Protagonisti del banco di assaggio sono i vini, provenienti da tutto lo Stivale, ottenuti da moscato.
Secchi, vendemmie tardive, bollicine e passiti, rossi e bianchi … la versatilità dei cloni appartenenti alla famiglia del moscato è sorprendente.
Oggi ti voglio però raccontare di quello che spesso accade quando, nel mondo del vino (e non solo), lo storytelling non regge al fact checking.
E’ il caso del pressoché sconosciuto Moscatello di Taggia.
Ci troviamo in Ligura, nella denominazione Riviera Ligure di Ponente, dove un manipolo di valorosi produttori, riunitesi nell’Associazione Moscatello di Taggia decide di recuperare un vitigno ormai scomparso ma celebre fin dal XIV secolo quando dava vita ad un vino dolce amato “dagli Dei, dai Papi e dai Re”.

E così, con l’aiuto dell’Università di Torino e del CNR di Grugliasco, si va alla ricerca delle poche (67!) piante sopravvissute alla fillossera, vigne centenarie a piede franco che vengono sottoposte ad analisi molecolare, del DNA, sulle virosi, fino ad arrivare a selezionare un’unica pianta da far riprodurre.

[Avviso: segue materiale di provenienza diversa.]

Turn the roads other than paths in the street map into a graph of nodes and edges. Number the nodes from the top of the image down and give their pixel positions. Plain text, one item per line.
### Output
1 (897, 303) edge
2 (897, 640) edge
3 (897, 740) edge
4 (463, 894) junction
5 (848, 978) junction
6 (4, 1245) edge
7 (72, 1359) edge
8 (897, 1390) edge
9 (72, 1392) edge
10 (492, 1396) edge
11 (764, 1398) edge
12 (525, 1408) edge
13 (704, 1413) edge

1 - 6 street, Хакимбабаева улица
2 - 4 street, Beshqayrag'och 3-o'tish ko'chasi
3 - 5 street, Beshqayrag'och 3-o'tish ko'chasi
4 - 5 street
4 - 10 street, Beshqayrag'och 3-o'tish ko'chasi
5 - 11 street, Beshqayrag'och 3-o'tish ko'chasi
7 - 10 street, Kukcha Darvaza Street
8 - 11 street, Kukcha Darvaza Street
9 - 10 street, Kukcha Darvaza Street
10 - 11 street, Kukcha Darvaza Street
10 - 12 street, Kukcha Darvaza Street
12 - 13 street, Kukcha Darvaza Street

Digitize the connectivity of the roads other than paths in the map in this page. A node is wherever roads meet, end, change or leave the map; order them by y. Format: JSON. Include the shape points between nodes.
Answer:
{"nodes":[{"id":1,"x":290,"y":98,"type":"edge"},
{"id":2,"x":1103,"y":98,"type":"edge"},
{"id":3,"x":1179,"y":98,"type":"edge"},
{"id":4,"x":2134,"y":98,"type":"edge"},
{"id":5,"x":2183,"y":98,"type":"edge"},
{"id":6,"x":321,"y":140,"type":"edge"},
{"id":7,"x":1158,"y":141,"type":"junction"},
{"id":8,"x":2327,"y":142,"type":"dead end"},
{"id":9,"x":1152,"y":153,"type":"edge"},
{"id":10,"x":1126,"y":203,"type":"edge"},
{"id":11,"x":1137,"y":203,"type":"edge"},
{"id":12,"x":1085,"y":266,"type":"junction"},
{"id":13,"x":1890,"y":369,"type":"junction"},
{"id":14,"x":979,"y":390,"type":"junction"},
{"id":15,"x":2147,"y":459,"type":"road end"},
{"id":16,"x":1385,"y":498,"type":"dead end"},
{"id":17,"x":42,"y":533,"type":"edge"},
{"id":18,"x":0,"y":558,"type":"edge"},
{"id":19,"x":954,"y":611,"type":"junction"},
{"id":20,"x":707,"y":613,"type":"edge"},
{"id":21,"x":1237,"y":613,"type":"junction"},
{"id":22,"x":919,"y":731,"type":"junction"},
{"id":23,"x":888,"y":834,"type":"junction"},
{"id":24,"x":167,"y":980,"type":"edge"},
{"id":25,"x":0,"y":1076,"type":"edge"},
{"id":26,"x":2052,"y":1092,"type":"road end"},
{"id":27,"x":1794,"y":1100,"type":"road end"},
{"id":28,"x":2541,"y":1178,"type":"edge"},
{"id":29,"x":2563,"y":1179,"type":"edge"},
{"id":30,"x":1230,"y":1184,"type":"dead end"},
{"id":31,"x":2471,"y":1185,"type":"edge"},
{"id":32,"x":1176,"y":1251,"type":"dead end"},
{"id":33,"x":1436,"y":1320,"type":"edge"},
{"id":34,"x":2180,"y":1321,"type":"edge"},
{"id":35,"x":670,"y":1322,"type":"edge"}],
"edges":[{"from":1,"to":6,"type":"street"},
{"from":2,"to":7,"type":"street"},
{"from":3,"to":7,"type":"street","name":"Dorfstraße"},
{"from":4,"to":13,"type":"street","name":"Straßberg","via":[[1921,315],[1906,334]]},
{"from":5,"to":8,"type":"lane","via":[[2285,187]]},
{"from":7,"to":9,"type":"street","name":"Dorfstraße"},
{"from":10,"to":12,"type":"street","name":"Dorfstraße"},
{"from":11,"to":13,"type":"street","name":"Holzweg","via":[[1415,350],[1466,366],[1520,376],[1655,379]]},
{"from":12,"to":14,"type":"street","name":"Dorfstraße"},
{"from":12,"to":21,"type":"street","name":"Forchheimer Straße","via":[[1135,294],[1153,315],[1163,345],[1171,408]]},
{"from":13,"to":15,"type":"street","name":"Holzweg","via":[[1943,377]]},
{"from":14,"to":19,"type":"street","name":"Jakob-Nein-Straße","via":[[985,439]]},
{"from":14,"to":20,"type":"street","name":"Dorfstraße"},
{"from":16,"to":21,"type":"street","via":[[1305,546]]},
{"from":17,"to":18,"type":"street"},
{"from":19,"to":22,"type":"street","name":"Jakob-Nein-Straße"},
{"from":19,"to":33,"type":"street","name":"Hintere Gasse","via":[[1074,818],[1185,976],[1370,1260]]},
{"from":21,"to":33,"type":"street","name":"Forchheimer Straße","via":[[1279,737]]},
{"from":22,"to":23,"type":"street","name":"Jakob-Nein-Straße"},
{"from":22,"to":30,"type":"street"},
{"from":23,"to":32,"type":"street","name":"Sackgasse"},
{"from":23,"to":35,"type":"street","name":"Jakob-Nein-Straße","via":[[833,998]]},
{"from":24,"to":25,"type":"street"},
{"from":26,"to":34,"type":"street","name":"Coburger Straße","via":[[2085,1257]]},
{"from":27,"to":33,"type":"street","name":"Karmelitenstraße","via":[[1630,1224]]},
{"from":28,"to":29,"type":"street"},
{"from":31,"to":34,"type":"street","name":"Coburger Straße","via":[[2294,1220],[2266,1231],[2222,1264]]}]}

Nel 2012 esce in commercio la prima bottiglia di Moscatello di Taggia (Riviera Ligure di Ponente, sottozona Taggia) e una dozzina di produttori convergono nell’Associazione Moscatello di Taggia.
Una bella storia vero?
La storia che ti racconto oggi è bella sì, ma non c’è il lieto fine; infatti le premesse diventano promesse di prodezze…mai realizzate ahimè! E sì perché, – e lo dico, come mia abitudine, con grande sincerità (e rammarico) – alla prova del bicchiere lo storytelling si rivela un grande boomerang.
Ho assaggiato parecchi vini di diversi aziende e ho scoperto con sorpresa che i produttori invece di riportare in vita il celebre e dolce Moscato di Taggia amato dai Papi, puntano molto sulla versione secca. I vini risultano, senza eccezioni, privi di personalità, poco aromatici, con generici profumi agrumati e di frutta bianca…deboli in bocca. Insomma, decisamente dimenticabili. Un vero e proprio tradimento di tutta l’opera di recupero effettuata, non senza sforzo, dai produttori.
Vini anestetizzati probabilmente anche a causa dei protocolli di vinificazione che non aiutano di certo il vitigno ad esprimere il proprio carattere: uso del freddo, filtrazioni, criomacerazione emergono sia all’assaggio sia nel colloquio con i produttori.
Molti di questi hanno peraltro la fortuna di avere le vigne letteralmente affacciate sul mare. Ma di mare, di sale e di sole in questi vini non c’è ombra né sentore.
I vini passiti o le vendemmie tardive assaggiate purtroppo non vanno meglio. Vini, nella migliore delle ipotesi, stucchevoli e privi di acidità.
L’augurio è che il Moscatello di Taggia ritrovi, presto o tardi, la sua spontaneità, il suo carattere distintivo ed una strada autonoma e non standardizzante per affermarsi ed onorare la sua storia.